Assign endpoint is something that you can just do once. You could say, give me
a million UIDs, and then use them however you want. You don't need to call it
repeatedly.

Also, its an endpoint to Zero, not to Alpha. Zeros are not supposed to be
directly talked to, in a running cluster. We're now doing work around exposing
some of Zero endpoints via Alphas, in our GraphQL rewrite of the /admin
endpoint. So, that might make it easier.

I think the consistent theme I'm hearing here is that our documentation isn't
clear -- we aim to improve that.
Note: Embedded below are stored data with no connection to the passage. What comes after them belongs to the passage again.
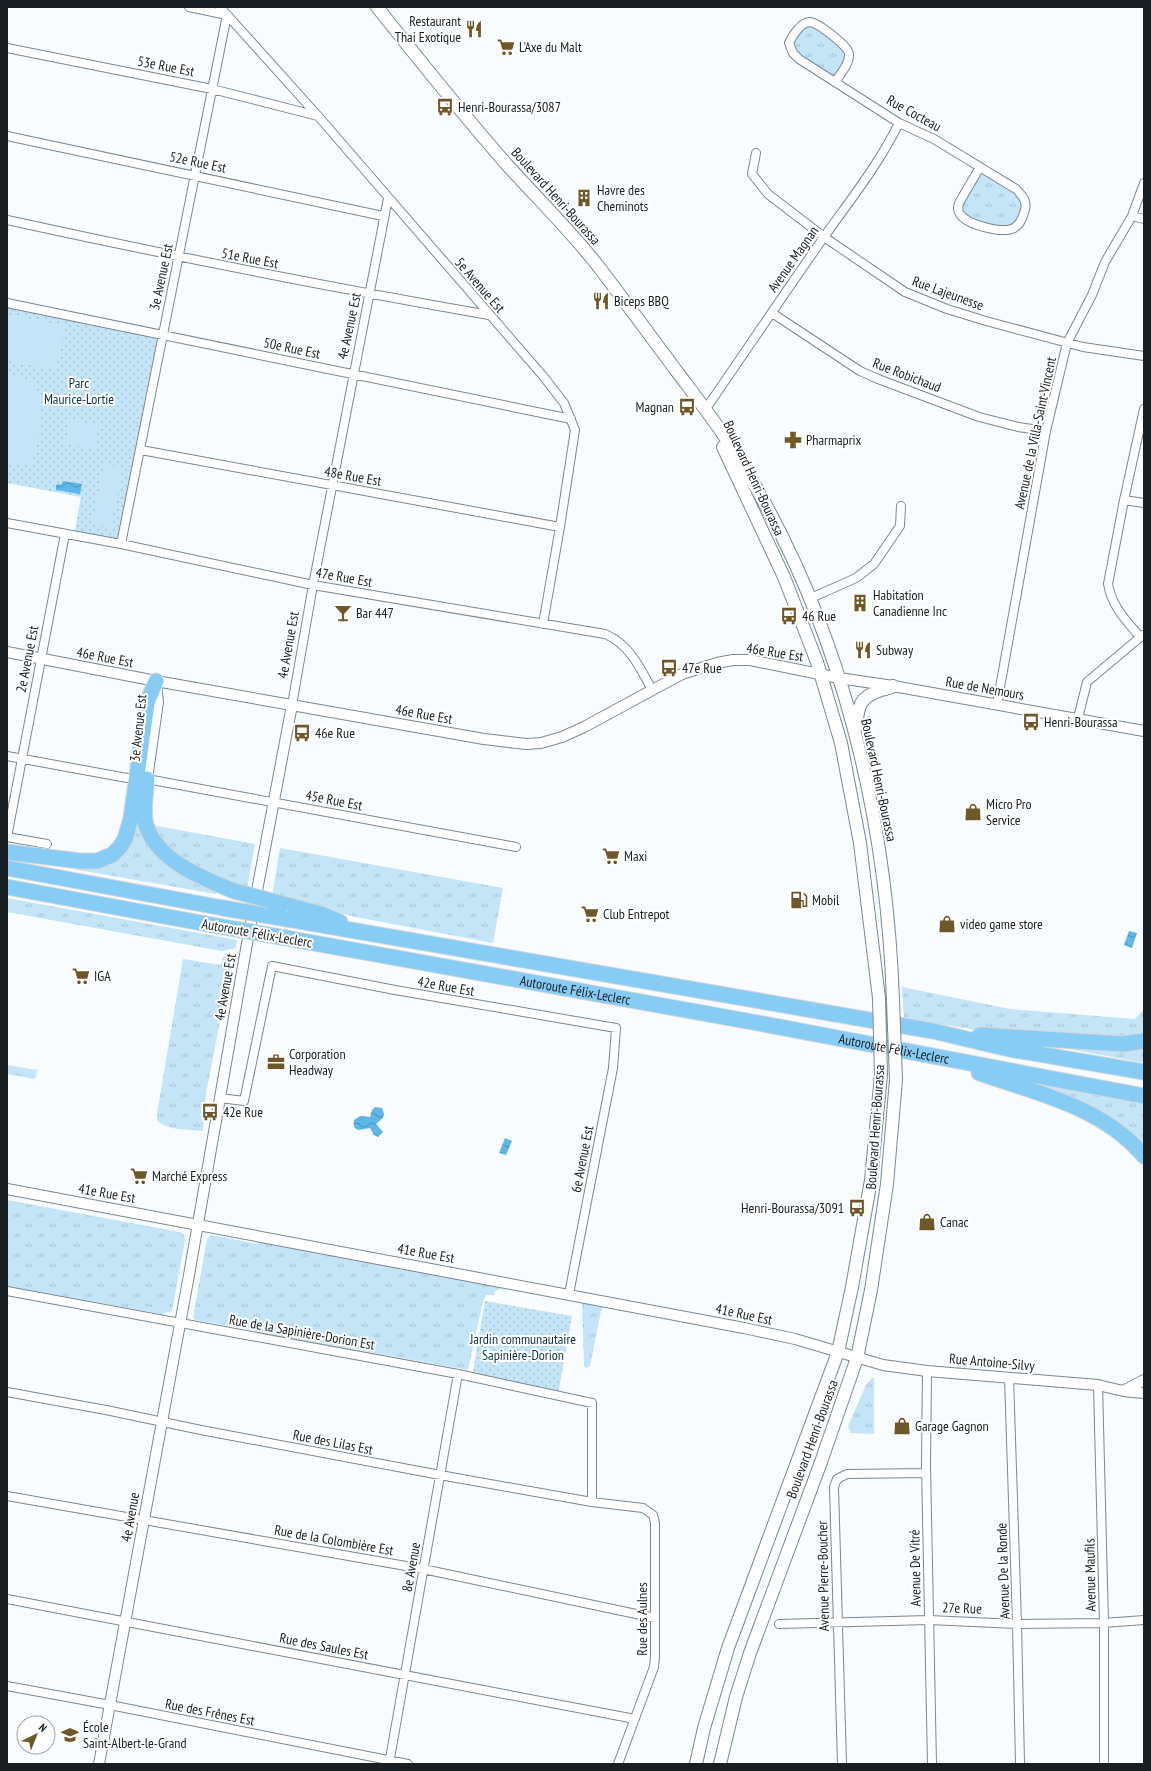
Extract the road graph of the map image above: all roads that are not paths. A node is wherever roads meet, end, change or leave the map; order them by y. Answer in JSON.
{"nodes":[{"id":1,"x":189,"y":7,"type":"edge"},
{"id":2,"x":220,"y":7,"type":"edge"},
{"id":3,"x":377,"y":7,"type":"edge"},
{"id":4,"x":227,"y":15,"type":"junction"},
{"id":5,"x":7,"y":48,"type":"edge"},
{"id":6,"x":835,"y":82,"type":"junction"},
{"id":7,"x":212,"y":89,"type":"junction"},
{"id":8,"x":318,"y":116,"type":"junction"},
{"id":9,"x":899,"y":123,"type":"junction"},
{"id":10,"x":7,"y":136,"type":"edge"},
{"id":11,"x":756,"y":153,"type":"dead end"},
{"id":12,"x":980,"y":167,"type":"junction"},
{"id":13,"x":196,"y":175,"type":"junction"},
{"id":14,"x":1144,"y":183,"type":"edge"},
{"id":15,"x":388,"y":198,"type":"junction"},
{"id":16,"x":383,"y":216,"type":"junction"},
{"id":17,"x":1132,"y":216,"type":"junction"},
{"id":18,"x":1144,"y":219,"type":"edge"},
{"id":19,"x":7,"y":220,"type":"edge"},
{"id":20,"x":824,"y":237,"type":"junction"},
{"id":21,"x":179,"y":257,"type":"junction"},
{"id":22,"x":370,"y":294,"type":"junction"},
{"id":23,"x":7,"y":303,"type":"edge"},
{"id":24,"x":772,"y":313,"type":"junction"},
{"id":25,"x":489,"y":315,"type":"junction"},
{"id":26,"x":163,"y":335,"type":"junction"},
{"id":27,"x":1067,"y":343,"type":"junction"},
{"id":28,"x":1144,"y":356,"type":"edge"},
{"id":29,"x":353,"y":374,"type":"junction"},
{"id":30,"x":1144,"y":409,"type":"edge"},
{"id":31,"x":705,"y":410,"type":"junction"},
{"id":32,"x":571,"y":419,"type":"junction"},
{"id":33,"x":1046,"y":431,"type":"junction"},
{"id":34,"x":141,"y":450,"type":"junction"},
{"id":35,"x":332,"y":485,"type":"junction"},
{"id":36,"x":1124,"y":500,"type":"junction"},
{"id":37,"x":1144,"y":503,"type":"edge"},
{"id":38,"x":901,"y":506,"type":"dead end"},
{"id":39,"x":7,"y":523,"type":"edge"},
{"id":40,"x":560,"y":527,"type":"junction"},
{"id":41,"x":65,"y":534,"type":"junction"},
{"id":42,"x":121,"y":544,"type":"junction"},
{"id":43,"x":313,"y":585,"type":"junction"},
{"id":44,"x":811,"y":598,"type":"junction"},
{"id":45,"x":543,"y":624,"type":"junction"},
{"id":46,"x":1142,"y":636,"type":"edge"},
{"id":47,"x":7,"y":652,"type":"edge"},
{"id":48,"x":40,"y":658,"type":"junction"},
{"id":49,"x":821,"y":674,"type":"junction"},
{"id":50,"x":839,"y":678,"type":"junction"},
{"id":51,"x":156,"y":681,"type":"junction"},
{"id":52,"x":893,"y":686,"type":"junction"},
{"id":53,"x":652,"y":690,"type":"junction"},
{"id":54,"x":997,"y":704,"type":"junction"},
{"id":55,"x":292,"y":705,"type":"junction"},
{"id":56,"x":1078,"y":718,"type":"junction"},
{"id":57,"x":1144,"y":731,"type":"edge"},
{"id":58,"x":855,"y":734,"type":"junction"},
{"id":59,"x":7,"y":756,"type":"edge"},
{"id":60,"x":22,"y":758,"type":"junction"},
{"id":61,"x":128,"y":778,"type":"dead end"},
{"id":62,"x":147,"y":779,"type":"junction"},
{"id":63,"x":274,"y":802,"type":"junction"},
{"id":64,"x":7,"y":837,"type":"edge"},
{"id":65,"x":47,"y":844,"type":"dead end"},
{"id":66,"x":516,"y":847,"type":"dead end"},
{"id":67,"x":7,"y":852,"type":"edge"},
{"id":68,"x":7,"y":868,"type":"edge"},
{"id":69,"x":7,"y":887,"type":"edge"},
{"id":70,"x":371,"y":934,"type":"junction"},
{"id":71,"x":616,"y":1028,"type":"joint"},
{"id":72,"x":933,"y":1031,"type":"junction"},
{"id":73,"x":1144,"y":1041,"type":"edge"},
{"id":74,"x":936,"y":1057,"type":"junction"},
{"id":75,"x":1144,"y":1072,"type":"edge"},
{"id":76,"x":1144,"y":1096,"type":"edge"},
{"id":77,"x":220,"y":1098,"type":"junction"},
{"id":78,"x":1144,"y":1156,"type":"edge"},
{"id":79,"x":7,"y":1189,"type":"edge"},
{"id":80,"x":198,"y":1224,"type":"junction"},
{"id":81,"x":189,"y":1275,"type":"joint"},
{"id":82,"x":7,"y":1291,"type":"edge"},
{"id":83,"x":569,"y":1294,"type":"junction"},
{"id":84,"x":180,"y":1322,"type":"junction"},
{"id":85,"x":838,"y":1352,"type":"junction"},
{"id":86,"x":857,"y":1358,"type":"junction"},
{"id":87,"x":927,"y":1371,"type":"junction"},
{"id":88,"x":458,"y":1374,"type":"junction"},
{"id":89,"x":1009,"y":1377,"type":"junction"},
{"id":90,"x":1144,"y":1380,"type":"edge"},
{"id":91,"x":1098,"y":1385,"type":"junction"},
{"id":92,"x":1123,"y":1391,"type":"junction"},
{"id":93,"x":7,"y":1392,"type":"edge"},
{"id":94,"x":1144,"y":1393,"type":"edge"},
{"id":95,"x":162,"y":1422,"type":"junction"},
{"id":96,"x":926,"y":1473,"type":"junction"},
{"id":97,"x":440,"y":1475,"type":"junction"},
{"id":98,"x":7,"y":1496,"type":"edge"},
{"id":99,"x":592,"y":1502,"type":"junction"},
{"id":100,"x":653,"y":1516,"type":"joint"},
{"id":101,"x":144,"y":1519,"type":"junction"},
{"id":102,"x":423,"y":1569,"type":"junction"},
{"id":103,"x":7,"y":1599,"type":"edge"},
{"id":104,"x":655,"y":1618,"type":"junction"},
{"id":105,"x":929,"y":1620,"type":"junction"},
{"id":106,"x":1144,"y":1620,"type":"edge"},
{"id":107,"x":125,"y":1621,"type":"junction"},
{"id":108,"x":837,"y":1623,"type":"junction"},
{"id":109,"x":1104,"y":1623,"type":"junction"},
{"id":110,"x":779,"y":1624,"type":"dead end"},
{"id":111,"x":1017,"y":1624,"type":"junction"},
{"id":112,"x":405,"y":1674,"type":"junction"},
{"id":113,"x":7,"y":1686,"type":"edge"},
{"id":114,"x":110,"y":1705,"type":"junction"},
{"id":115,"x":636,"y":1719,"type":"junction"},
{"id":116,"x":389,"y":1762,"type":"edge"},
{"id":117,"x":99,"y":1764,"type":"edge"},
{"id":118,"x":408,"y":1764,"type":"edge"},
{"id":119,"x":618,"y":1764,"type":"edge"},
{"id":120,"x":696,"y":1764,"type":"edge"},
{"id":121,"x":720,"y":1764,"type":"edge"},
{"id":122,"x":842,"y":1764,"type":"edge"},
{"id":123,"x":932,"y":1764,"type":"edge"},
{"id":124,"x":1020,"y":1764,"type":"edge"},
{"id":125,"x":1104,"y":1764,"type":"edge"}],
"edges":[{"from":1,"to":4,"type":"street"},
{"from":2,"to":4,"type":"street","name":"5e Avenue Est"},
{"from":3,"to":31,"type":"main road","name":"Boulevard Henri-Bourassa"},
{"from":4,"to":7,"type":"street","name":"3e Avenue Est"},
{"from":4,"to":8,"type":"street","name":"5e Avenue Est"},
{"from":5,"to":7,"type":"street","name":"53e Rue Est"},
{"from":6,"to":6,"type":"street","name":"Rue Cocteau"},
{"from":6,"to":9,"type":"street","name":"Rue Cocteau"},
{"from":7,"to":8,"type":"street","name":"53e Rue Est"},
{"from":7,"to":13,"type":"street","name":"3e Avenue Est"},
{"from":8,"to":15,"type":"street","name":"5e Avenue Est"},
{"from":9,"to":12,"type":"street","name":"Rue Cocteau"},
{"from":9,"to":20,"type":"street","name":"Avenue Magnan"},
{"from":10,"to":13,"type":"street","name":"52e Rue Est"},
{"from":11,"to":20,"type":"street","name":"Rue Lajeunesse"},
{"from":12,"to":12,"type":"street","name":"Rue Cocteau"},
{"from":13,"to":16,"type":"street","name":"52e Rue Est"},
{"from":13,"to":21,"type":"street","name":"3e Avenue Est"},
{"from":14,"to":17,"type":"street","name":"Avenue de la Villa-Saint-Vincent"},
{"from":15,"to":16,"type":"street","name":"4e Avenue Est"},
{"from":15,"to":25,"type":"street","name":"5e Avenue Est"},
{"from":16,"to":22,"type":"street","name":"4e Avenue Est"},
{"from":17,"to":18,"type":"street"},
{"from":17,"to":27,"type":"street","name":"Avenue de la Villa-Saint-Vincent"},
{"from":19,"to":21,"type":"street","name":"51e Rue Est"},
{"from":20,"to":24,"type":"street","name":"Avenue Magnan"},
{"from":20,"to":27,"type":"street","name":"Rue Lajeunesse"},
{"from":21,"to":22,"type":"street","name":"51e Rue Est"},
{"from":21,"to":26,"type":"street","name":"3e Avenue Est"},
{"from":22,"to":25,"type":"street","name":"51e Rue Est"},
{"from":22,"to":29,"type":"street","name":"4e Avenue Est"},
{"from":23,"to":26,"type":"street","name":"50e Rue Est"},
{"from":24,"to":31,"type":"street","name":"Avenue Magnan"},
{"from":24,"to":33,"type":"street","name":"Rue Robichaud"},
{"from":25,"to":32,"type":"street","name":"5e Avenue Est"},
{"from":26,"to":29,"type":"street","name":"50e Rue Est"},
{"from":26,"to":34,"type":"street","name":"3e Avenue Est"},
{"from":27,"to":28,"type":"street","name":"Rue Lajeunesse"},
{"from":27,"to":33,"type":"street","name":"Avenue de la Villa-Saint-Vincent"},
{"from":29,"to":32,"type":"street","name":"50e Rue Est"},
{"from":29,"to":35,"type":"street","name":"4e Avenue Est"},
{"from":30,"to":36,"type":"street"},
{"from":31,"to":44,"type":"main road","name":"Boulevard Henri-Bourassa"},
{"from":31,"to":49,"type":"main road","name":"Boulevard Henri-Bourassa"},
{"from":32,"to":40,"type":"street","name":"5e Avenue Est"},
{"from":33,"to":54,"type":"street","name":"Avenue de la Villa-Saint-Vincent"},
{"from":34,"to":35,"type":"street","name":"48e Rue Est"},
{"from":34,"to":42,"type":"street","name":"3e Avenue Est"},
{"from":35,"to":40,"type":"street","name":"48e Rue Est"},
{"from":35,"to":43,"type":"street","name":"4e Avenue Est"},
{"from":36,"to":37,"type":"street"},
{"from":36,"to":46,"type":"street"},
{"from":38,"to":44,"type":"street"},
{"from":39,"to":41,"type":"street","name":"47e Rue Est"},
{"from":40,"to":45,"type":"street","name":"5e Avenue Est"},
{"from":41,"to":42,"type":"street","name":"47e Rue Est"},
{"from":41,"to":48,"type":"street","name":"2e Avenue Est"},
{"from":42,"to":43,"type":"street","name":"47e Rue Est"},
{"from":43,"to":45,"type":"street","name":"47e Rue Est"},
{"from":43,"to":55,"type":"street","name":"4e Avenue Est"},
{"from":44,"to":50,"type":"main road","name":"Boulevard Henri-Bourassa"},
{"from":45,"to":53,"type":"street","name":"47e Rue Est"},
{"from":46,"to":56,"type":"street"},
{"from":47,"to":48,"type":"street","name":"46e Rue Est"},
{"from":48,"to":51,"type":"street","name":"46e Rue Est"},
{"from":48,"to":60,"type":"street","name":"2e Avenue Est"},
{"from":49,"to":50,"type":"street","name":"Rue de Nemours"},
{"from":49,"to":53,"type":"street","name":"46e Rue Est"},
{"from":49,"to":85,"type":"main road","name":"Boulevard Henri-Bourassa","bridge":true},
{"from":50,"to":52,"type":"street","name":"Rue de Nemours"},
{"from":50,"to":58,"type":"main road","name":"Boulevard Henri-Bourassa"},
{"from":51,"to":55,"type":"street","name":"46e Rue Est"},
{"from":51,"to":62,"type":"street","name":"3e Avenue Est"},
{"from":51,"to":67,"type":"highway"},
{"from":52,"to":54,"type":"street","name":"Rue de Nemours"},
{"from":52,"to":58,"type":"main road"},
{"from":53,"to":55,"type":"street","name":"46e Rue Est"},
{"from":54,"to":56,"type":"street","name":"Rue de Nemours"},
{"from":55,"to":63,"type":"street","name":"4e Avenue Est"},
{"from":56,"to":57,"type":"street","name":"Rue de Nemours"},
{"from":58,"to":86,"type":"main road","name":"Boulevard Henri-Bourassa","bridge":true},
{"from":59,"to":60,"type":"street"},
{"from":60,"to":61,"type":"street"},
{"from":60,"to":64,"type":"street","name":"2e Avenue Est"},
{"from":62,"to":63,"type":"street","name":"45e Rue Est"},
{"from":62,"to":70,"type":"highway","bridge":true},
{"from":63,"to":66,"type":"street","name":"45e Rue Est"},
{"from":63,"to":77,"type":"street","name":"4e Avenue Est"},
{"from":64,"to":65,"type":"street"},
{"from":68,"to":70,"type":"highway","name":"Autoroute Félix-Leclerc","bridge":true},
{"from":69,"to":74,"type":"highway","name":"Autoroute Félix-Leclerc","bridge":true},
{"from":70,"to":72,"type":"highway","name":"Autoroute Félix-Leclerc"},
{"from":71,"to":77,"type":"street","name":"42e Rue Est"},
{"from":71,"to":83,"type":"street","name":"6e Avenue Est"},
{"from":72,"to":73,"type":"highway"},
{"from":72,"to":75,"type":"highway","name":"Autoroute Félix-Leclerc"},
{"from":74,"to":76,"type":"highway","name":"Autoroute Félix-Leclerc"},
{"from":74,"to":78,"type":"highway"},
{"from":77,"to":80,"type":"street","name":"4e Avenue Est"},
{"from":79,"to":80,"type":"street","name":"41e Rue Est"},
{"from":80,"to":81,"type":"street","name":"4e Avenue Est"},
{"from":80,"to":83,"type":"street","name":"41e Rue Est"},
{"from":81,"to":84,"type":"street","name":"4e Avenue"},
{"from":82,"to":84,"type":"street","name":"Rue de la Sapinière-Dorion Est"},
{"from":83,"to":85,"type":"street","name":"41e Rue Est"},
{"from":84,"to":88,"type":"street","name":"Rue de la Sapinière-Dorion Est"},
{"from":84,"to":95,"type":"street","name":"4e Avenue"},
{"from":85,"to":86,"type":"street","name":"Rue Antoine-Silvy"},
{"from":85,"to":120,"type":"main road","name":"Boulevard Henri-Bourassa"},
{"from":86,"to":87,"type":"street","name":"Rue Antoine-Silvy"},
{"from":86,"to":121,"type":"main road","name":"Boulevard Henri-Bourassa"},
{"from":87,"to":89,"type":"street","name":"Rue Antoine-Silvy"},
{"from":87,"to":96,"type":"street","name":"Avenue De Vitré"},
{"from":88,"to":97,"type":"street","name":"8e Avenue"},
{"from":88,"to":99,"type":"street","name":"Rue de la Sapinière-Dorion Est"},
{"from":89,"to":91,"type":"street","name":"Rue Antoine-Silvy"},
{"from":89,"to":111,"type":"street","name":"Avenue De la Ronde"},
{"from":90,"to":92,"type":"street"},
{"from":91,"to":92,"type":"street","name":"Rue Antoine-Silvy"},
{"from":91,"to":109,"type":"street","name":"Avenue Maufils"},
{"from":92,"to":94,"type":"street","name":"Rue Antoine-Silvy"},
{"from":93,"to":95,"type":"street","name":"Rue des Lilas Est"},
{"from":95,"to":97,"type":"street","name":"Rue des Lilas Est"},
{"from":95,"to":101,"type":"street","name":"4e Avenue"},
{"from":96,"to":105,"type":"street","name":"Avenue De Vitré"},
{"from":96,"to":108,"type":"street","name":"Avenue Pierre-Boucher"},
{"from":97,"to":99,"type":"street","name":"Rue des Lilas Est"},
{"from":97,"to":102,"type":"street","name":"8e Avenue"},
{"from":98,"to":101,"type":"street","name":"Rue de la Colombière Est"},
{"from":99,"to":100,"type":"street","name":"Rue des Lilas Est"},
{"from":100,"to":104,"type":"street","name":"Rue des Aulnes"},
{"from":101,"to":102,"type":"street","name":"Rue de la Colombière Est"},
{"from":101,"to":107,"type":"street","name":"4e Avenue"},
{"from":102,"to":104,"type":"street","name":"Rue de la Colombière Est"},
{"from":102,"to":112,"type":"street","name":"8e Avenue"},
{"from":103,"to":107,"type":"street","name":"Rue des Saules Est"},
{"from":104,"to":115,"type":"street","name":"Rue des Aulnes"},
{"from":105,"to":108,"type":"street","name":"27e Rue"},
{"from":105,"to":111,"type":"street","name":"27e Rue"},
{"from":105,"to":123,"type":"street","name":"Avenue De Vitré"},
{"from":106,"to":109,"type":"street","name":"27e Rue"},
{"from":107,"to":112,"type":"street","name":"Rue des Saules Est"},
{"from":107,"to":114,"type":"street","name":"4e Avenue"},
{"from":108,"to":110,"type":"street","name":"27e Rue"},
{"from":108,"to":122,"type":"street","name":"Avenue Pierre-Boucher"},
{"from":109,"to":111,"type":"street","name":"27e Rue"},
{"from":109,"to":125,"type":"street","name":"Avenue Maufils"},
{"from":111,"to":124,"type":"street","name":"Avenue De la Ronde"},
{"from":112,"to":115,"type":"street","name":"Rue des Saules Est"},
{"from":112,"to":116,"type":"street","name":"8e Avenue"},
{"from":113,"to":114,"type":"street","name":"Rue des Frênes Est"},
{"from":114,"to":116,"type":"street","name":"Rue des Frênes Est"},
{"from":114,"to":117,"type":"street","name":"4e Avenue"},
{"from":115,"to":119,"type":"street","name":"Rue des Aulnes"},
{"from":116,"to":118,"type":"street","name":"Rue des Frênes Est"}]}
But, could use more critical, logical
feedback / suggestions on our forum -- so please feel free to pitch in there.

------
wpietri
There's a part I don't get here: "To store large datasets Dgraph shards the
set of triples by attribute, breaks attributes into one or more tablets, and
assigns each tablet to a group of nodes." But earlier, it says, "For
convenience, Dgraph can also represent all triples associated with a given
entity as a JSON object mapping attributes to values—where values are other
entities, that entity’s attributes and values are embedded as an object,
recursively."

I know almost nothing about graph databases, so presumably this is just my
ignorance. But if entity-focused retrieval is an important use case, isn't
clustering by attribute going to kill performance? Naively, I'd think that one
would cluster by entity and what an entity is connected to.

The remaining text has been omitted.